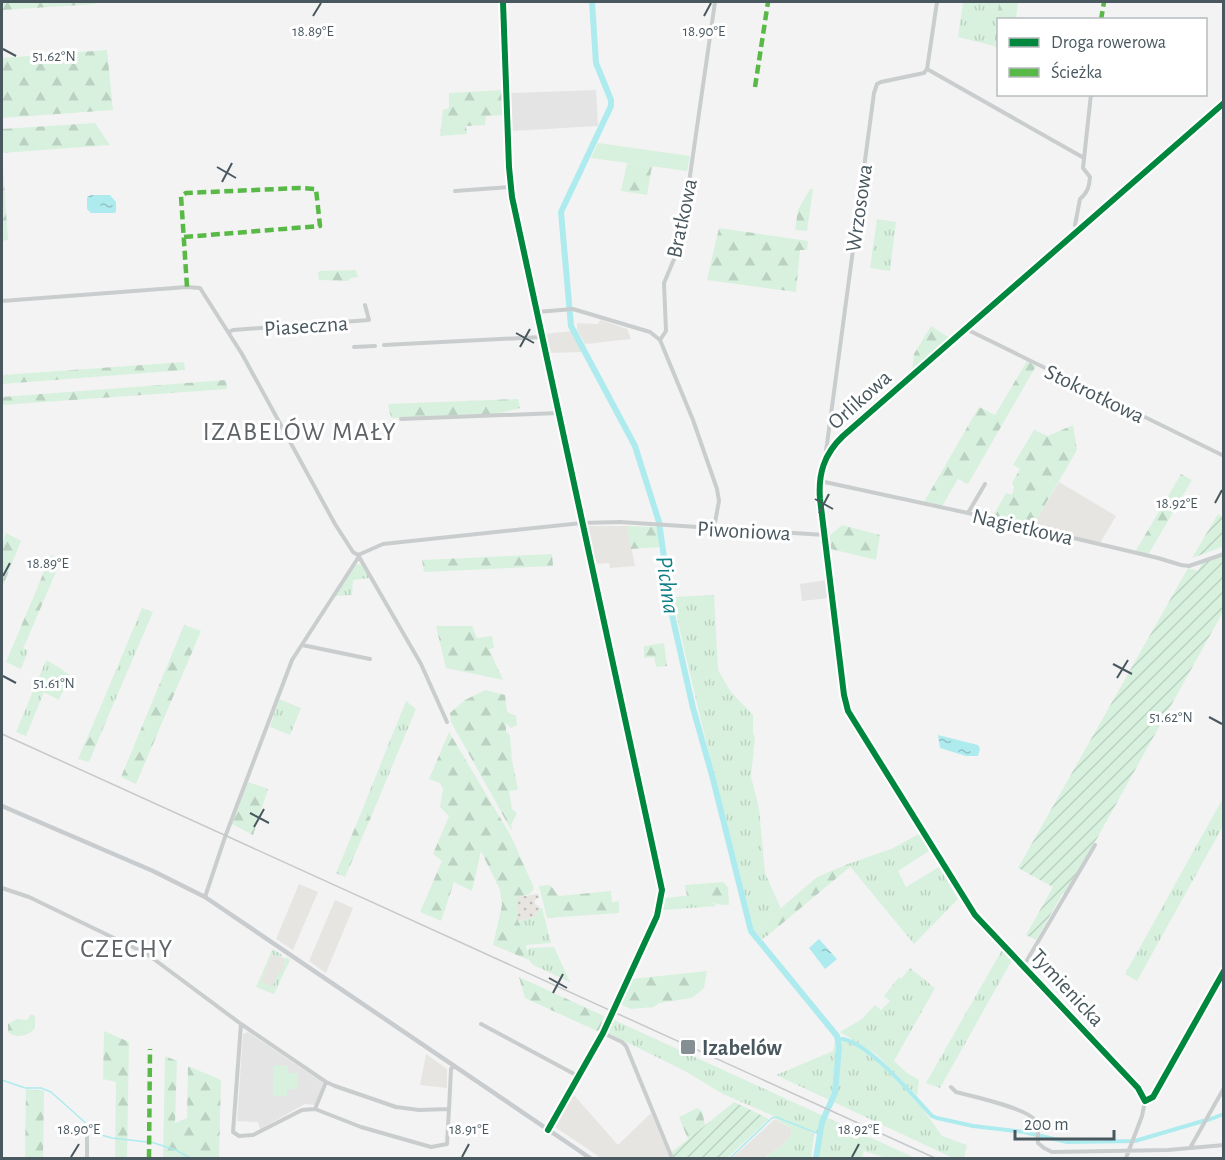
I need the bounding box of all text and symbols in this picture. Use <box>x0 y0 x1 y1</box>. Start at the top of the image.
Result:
legend <box>997 18 1207 96</box>
text: 18.89°E <box>292 24 334 39</box>
text: 18.90°E <box>683 24 725 39</box>
text: Droga rowerowa <box>1051 34 1166 52</box>
text: 51.62°N <box>32 49 76 64</box>
text: Ścieżka <box>1051 61 1102 82</box>
street label: Wrzosowa <box>842 163 876 254</box>
street label: Bratkowa <box>663 177 701 260</box>
street label: Piaseczna <box>263 312 349 340</box>
street label: Stokrotkowa <box>1041 360 1148 427</box>
street label: Orlikowa <box>824 366 896 434</box>
district label: IZABELÓW MAŁY <box>203 417 397 445</box>
text: 18.92°E <box>1156 496 1198 511</box>
street label: Nagietkowa <box>970 505 1075 549</box>
street label: Piwoniowa <box>697 518 791 544</box>
water label: Pichna <box>651 555 683 616</box>
text: 18.89°E <box>27 556 69 571</box>
text: 51.61°N <box>33 676 75 691</box>
text: 51.62°N <box>1149 710 1193 725</box>
district label: CZECHY <box>80 936 174 962</box>
street label: Tymienicka <box>1026 945 1108 1031</box>
place label: Izabelów <box>702 1037 783 1059</box>
marker: Izabelów <box>679 1038 697 1056</box>
scale bar <box>1015 1103 1114 1141</box>
text: 200 m <box>1024 1116 1069 1134</box>
text: 18.90°E <box>58 1122 100 1137</box>
text: 18.91°E <box>449 1122 489 1137</box>
text: 18.92°E <box>838 1122 880 1137</box>

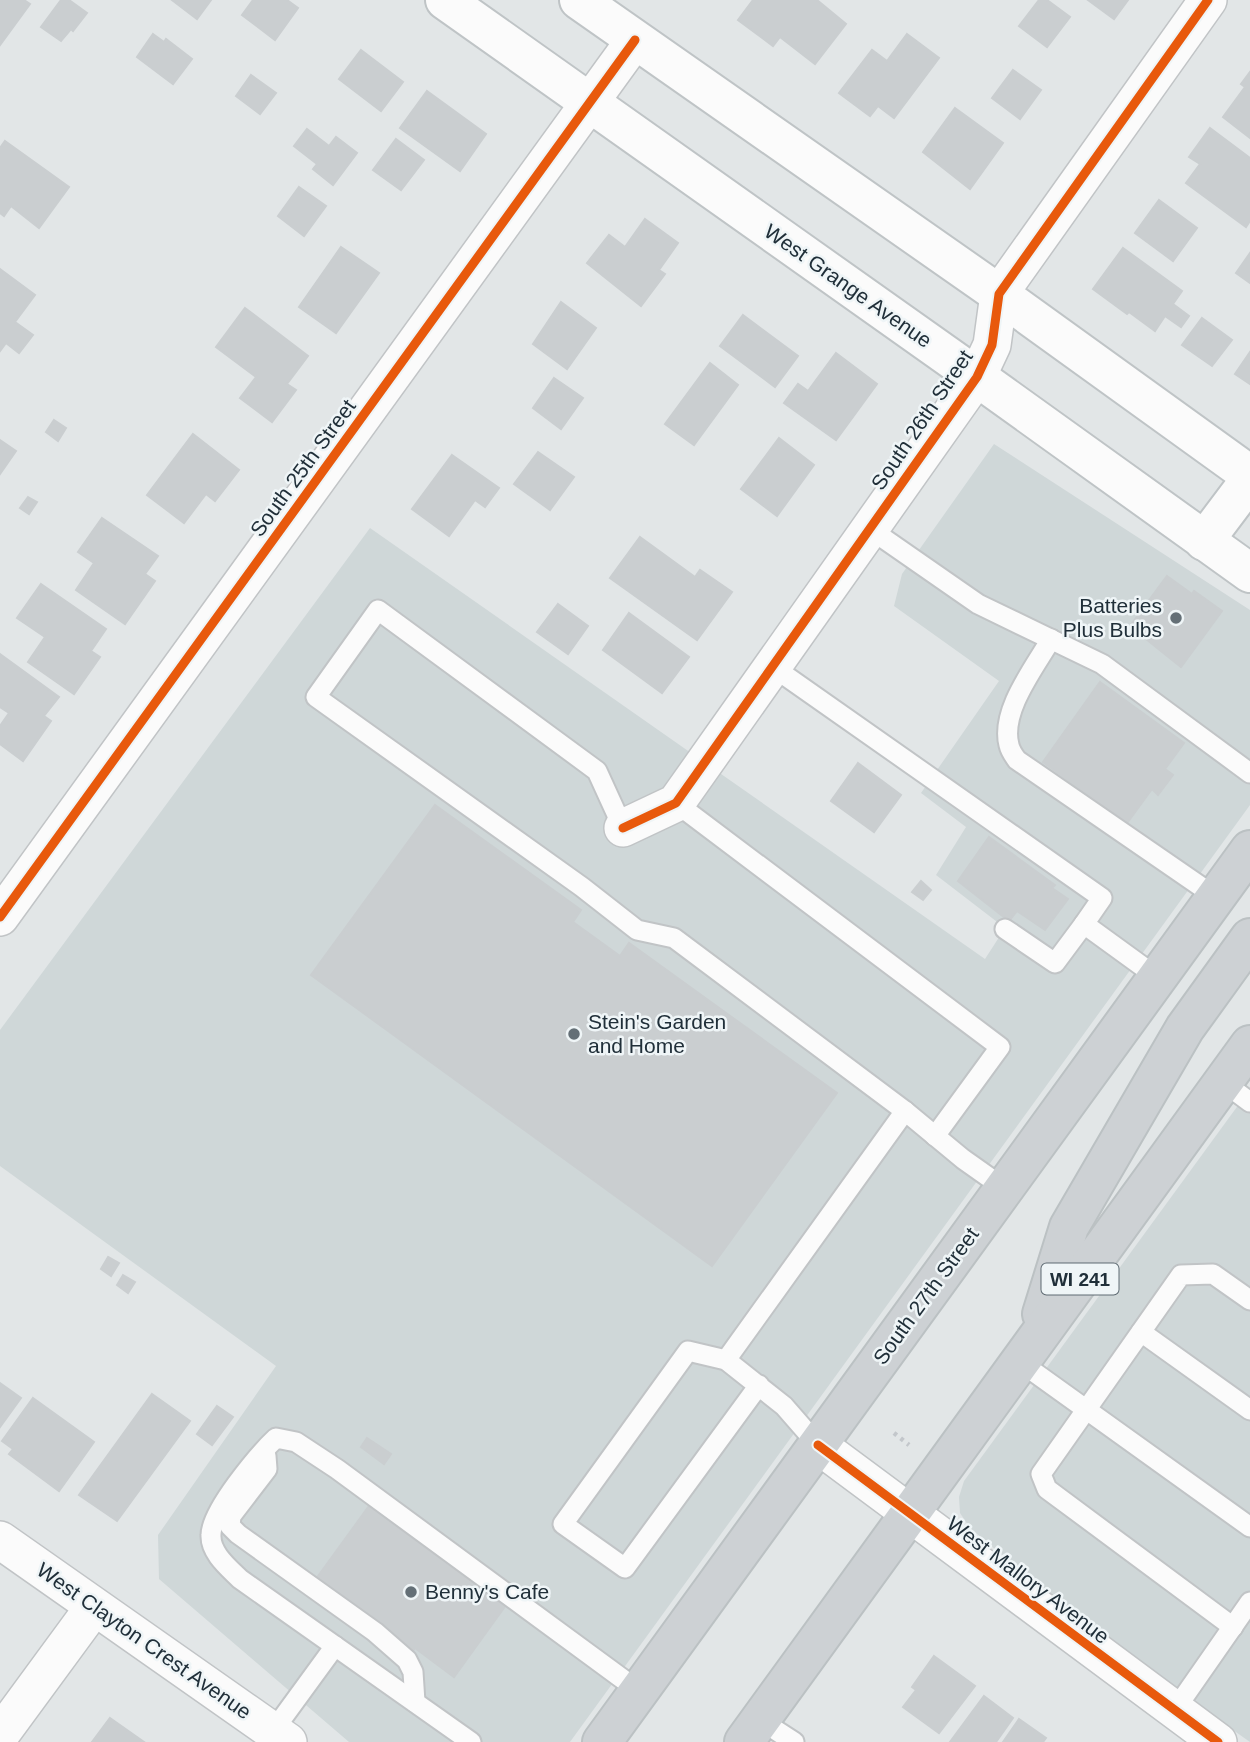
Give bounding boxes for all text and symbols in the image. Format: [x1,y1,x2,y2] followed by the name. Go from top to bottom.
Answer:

## DESCRIPTION OF THE TASK:
In the records, locate each line holding the string "image" and copy it.

## FINISHED EXERCISE:
I need the bounding box of all text and symbols in this picture. Use <box>x0 y0 x1 y1</box>. Start at the top of the image.
Give bounding boxes for all text and symbols in the image. Format: [x1,y1,x2,y2] followed by the name. Go from top to bottom.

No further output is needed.